2.6.  Time Stamp Information

  The RTP time stamp MUST carry the sampling instant of the first AU
  (fragment) in the RTP packet.  When multiple AUs are carried within
  an RTP packet, the time stamps of subsequent AUs can be calculated if
  the frame period of each AU is known.  For audio and video, this is
  possible if the frame rate is constant.  However, in some cases it is
  not possible to make such a calculation (for example, for variable
  frame rate video, or for MPEG-4 BIFS streams carrying composition
  information).  To support such cases, this payload format can be
  configured to carry a time stamp in the RTP payload for each
  contained Access Unit.  A time stamp MAY be conveyed in the RTP
  payload only for non-first AUs in the RTP packet, and SHALL NOT be
  conveyed for the first AU (fragment), as the time stamp for the first
  AU in the RTP packet is carried by the RTP time stamp.

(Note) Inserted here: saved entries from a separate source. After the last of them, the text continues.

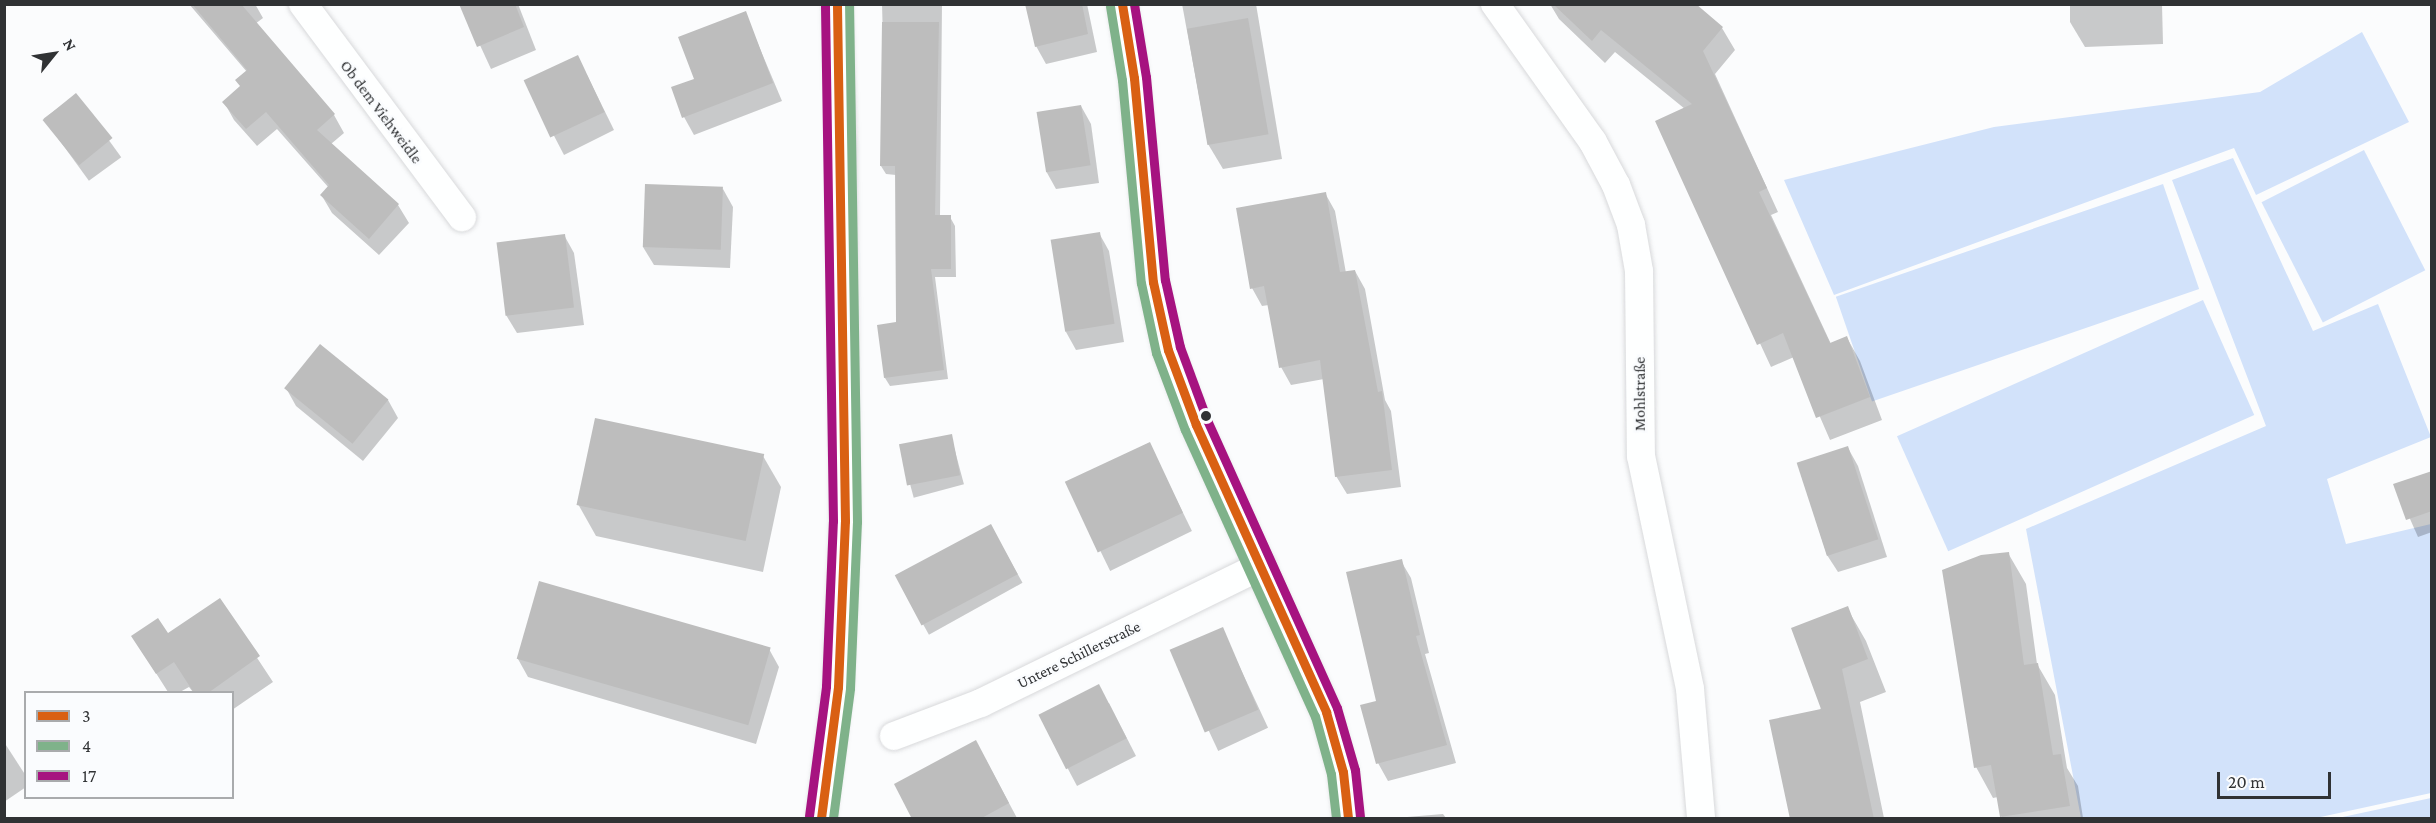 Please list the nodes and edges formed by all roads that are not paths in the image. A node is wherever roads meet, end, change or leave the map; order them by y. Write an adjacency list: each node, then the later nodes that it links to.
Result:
1 (303, 4): 5 (street, Ob dem Viehweidle)
2 (837, 4): 8 (street)
3 (1122, 4): 6 (street)
4 (1495, 4): 10 (street, Mohlstraße)
5 (462, 217)
6 (1261, 566): 7 (street, Untere Schillerstraße); 9 (street)
7 (894, 736)
8 (821, 819)
9 (1348, 819)
10 (1701, 819) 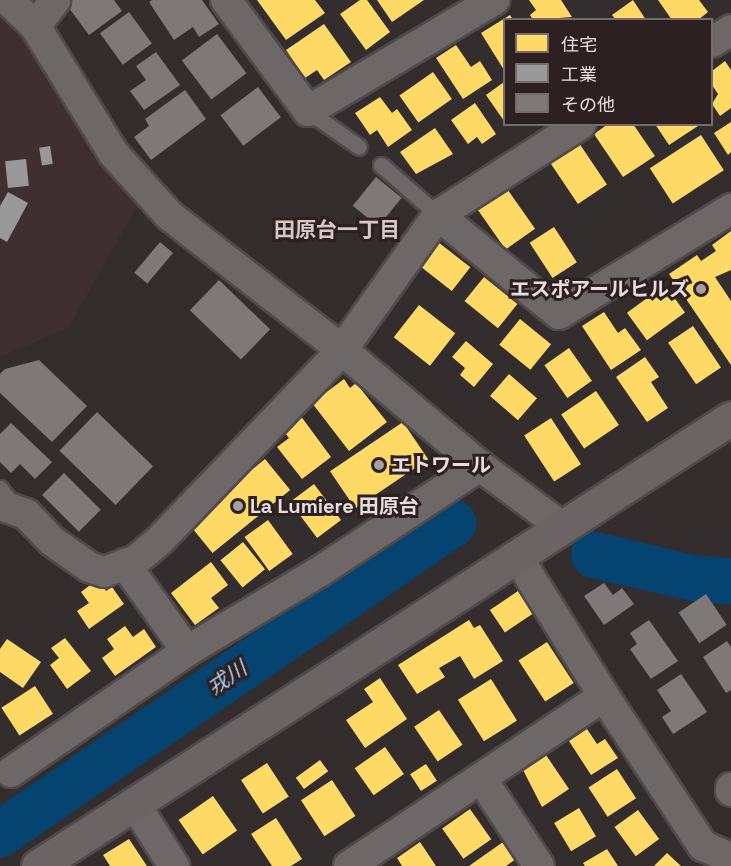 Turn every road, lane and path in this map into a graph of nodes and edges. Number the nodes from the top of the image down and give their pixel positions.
1 (8, 0) edge
2 (55, 0) edge
3 (226, 0) edge
4 (494, 0) edge
5 (35, 26) junction
6 (731, 30) edge
7 (713, 41) edge
8 (308, 111) junction
9 (578, 126) edge
10 (359, 147) dead end
11 (381, 165) dead end
12 (731, 209) edge
13 (438, 215) junction
14 (342, 350) junction
15 (731, 418) edge
16 (480, 466) junction
17 (5, 501) edge
18 (562, 527) junction
19 (517, 556) junction
20 (125, 564) junction
21 (187, 651) junction
22 (604, 696) junction
23 (4, 769) edge
24 (481, 778) junction
25 (134, 803) junction
26 (731, 858) edge
27 (352, 865) edge
28 (38, 866) edge
29 (174, 866) edge
30 (539, 866) edge

1 - 5 street
2 - 5 street
3 - 8 street
4 - 8 street
5 - 14 street
6 - 7 street
8 - 10 lane
9 - 13 street
11 - 13 lane
12 - 13 street
13 - 14 street
14 - 16 street
14 - 20 street
15 - 18 street
16 - 18 street
16 - 21 street
17 - 20 street
18 - 19 street
19 - 22 street
19 - 25 street
20 - 21 street
21 - 23 street
22 - 24 street
22 - 26 street
24 - 27 street
24 - 30 street
25 - 28 street
25 - 29 street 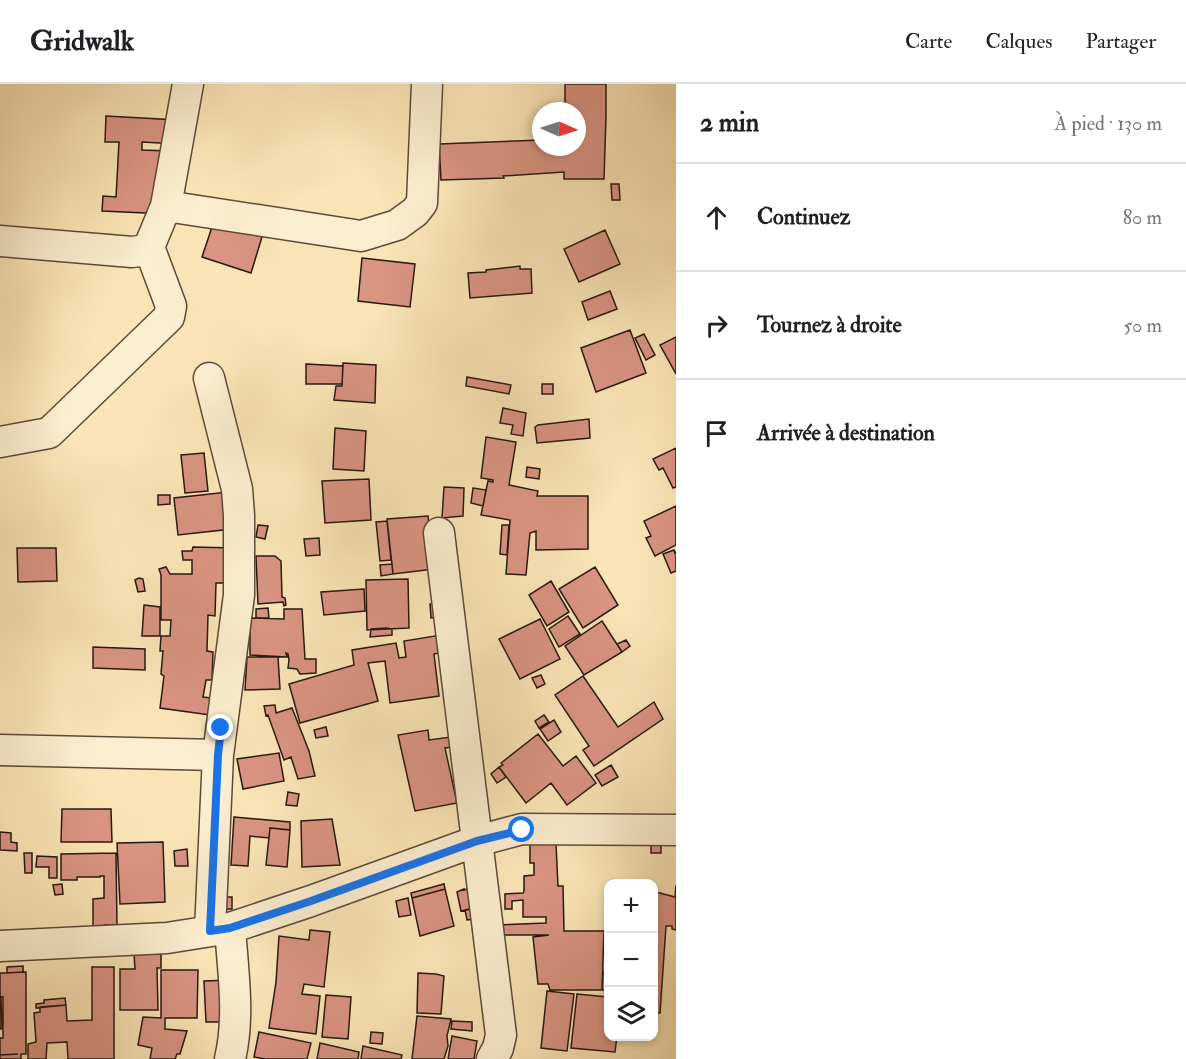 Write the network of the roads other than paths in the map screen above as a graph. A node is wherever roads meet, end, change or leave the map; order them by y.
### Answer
1 (188, 84) edge
2 (427, 84) edge
3 (166, 206) junction
4 (0, 241) edge
5 (148, 246) junction
6 (209, 378) dead end
7 (0, 442) edge
8 (440, 533) dead end
9 (0, 750) edge
10 (218, 755) junction
11 (676, 830) edge
12 (477, 841) junction
13 (220, 930) junction
14 (0, 946) edge
15 (230, 1059) edge
16 (492, 1059) edge

1 - 3 street
2 - 3 street
3 - 5 street
4 - 5 street
5 - 7 street
6 - 10 street
8 - 12 street
9 - 10 street
10 - 13 street
11 - 12 street
12 - 13 street
12 - 16 street
13 - 14 street
13 - 15 street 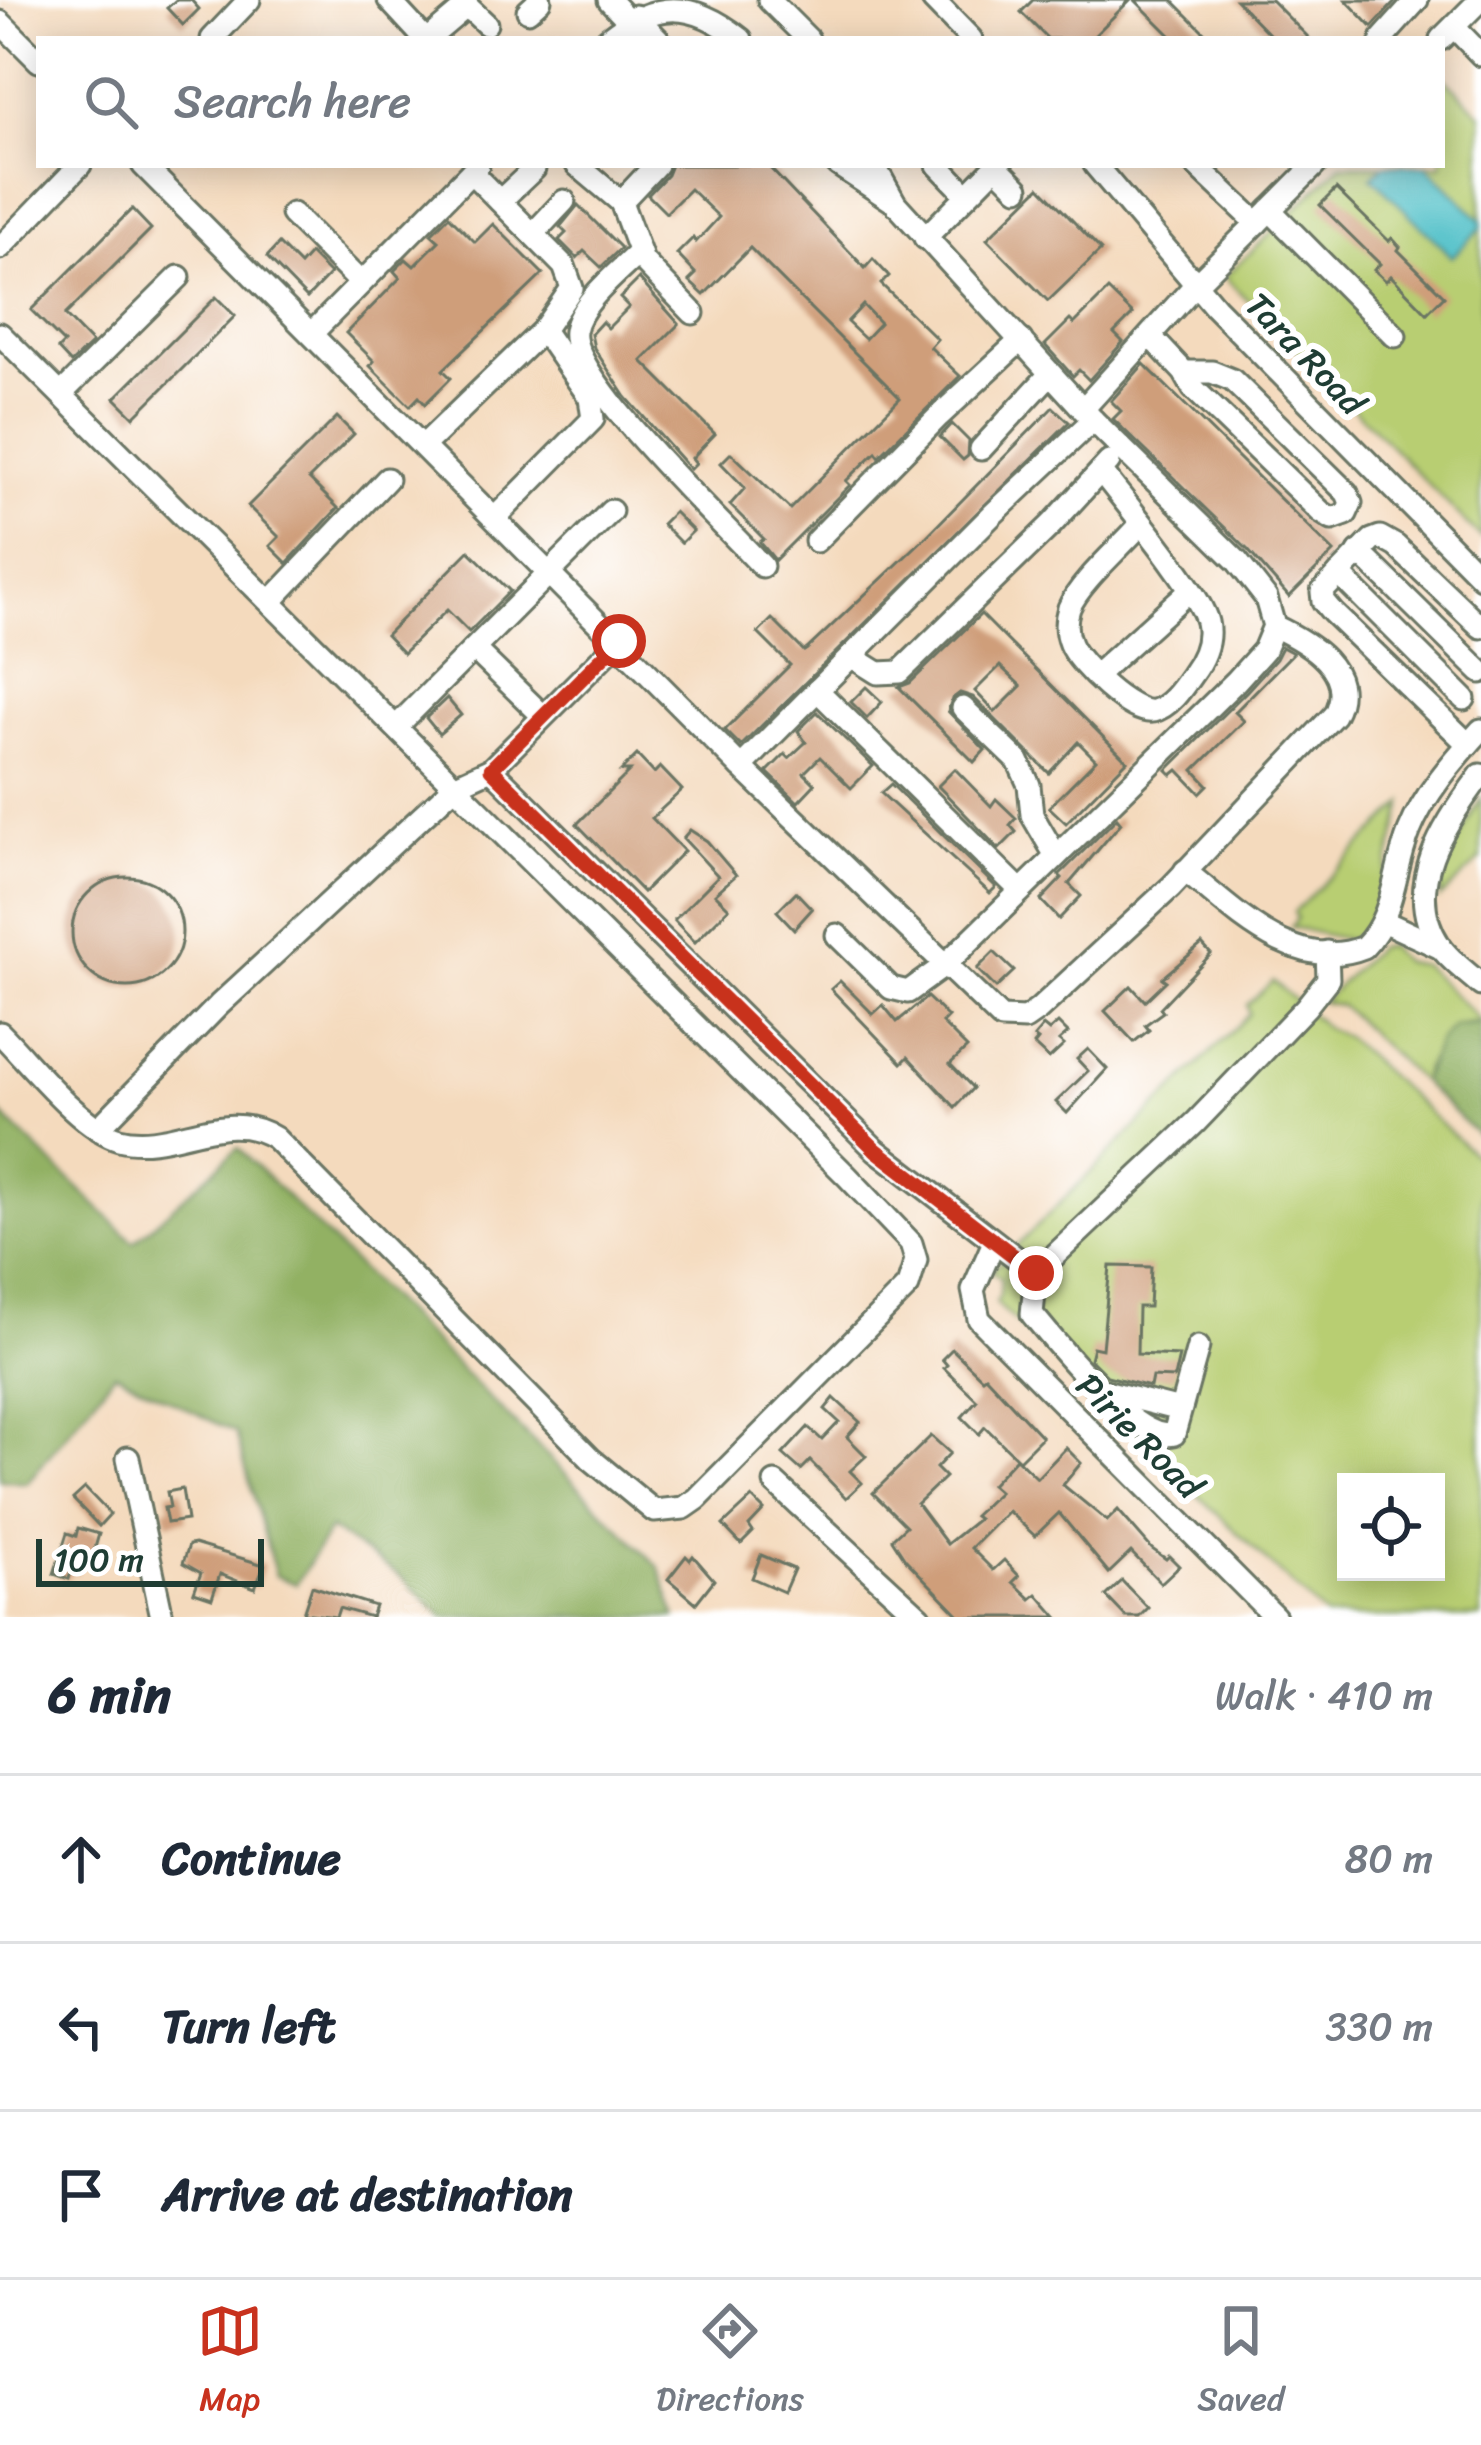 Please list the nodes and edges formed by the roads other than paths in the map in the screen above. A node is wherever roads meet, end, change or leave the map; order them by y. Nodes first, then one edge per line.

  MPEG-4 defines two types of time stamps: the composition time stamp
  (CTS) and the decoding time stamp (DTS).  The CTS represents the
  sampling instant of an AU, and hence the CTS is equivalent to the RTP
  time stamp.  The DTS may be used in MPEG-4 video streams that use
  bi-directional coding, i.e., when pictures are predicted in both
  forward and backward direction by using either a reference picture in
  the past, or a reference picture in the future.  The DTS cannot be
  carried in the RTP header.  In some cases, the DTS can be derived
  from the RTP time stamp using frame rate information; this requires
  deep parsing in the video stream, which may be considered
  objectionable.  If the video frame rate is variable, the required
  information may not even be present in the video stream.  For both
  reasons, the capability has been defined to optionally carry the DTS
  in the RTP payload for each contained Access Unit.

  To keep the coding of time stamps efficient, each time stamp
  contained in the RTP payload is coded as a difference.  For the CTS,
  the offset from the RTP time stamps is provided, and for the DTS, the
  offset from the CTS.





van der Meer, et al.        Standards Track                     [Page 7]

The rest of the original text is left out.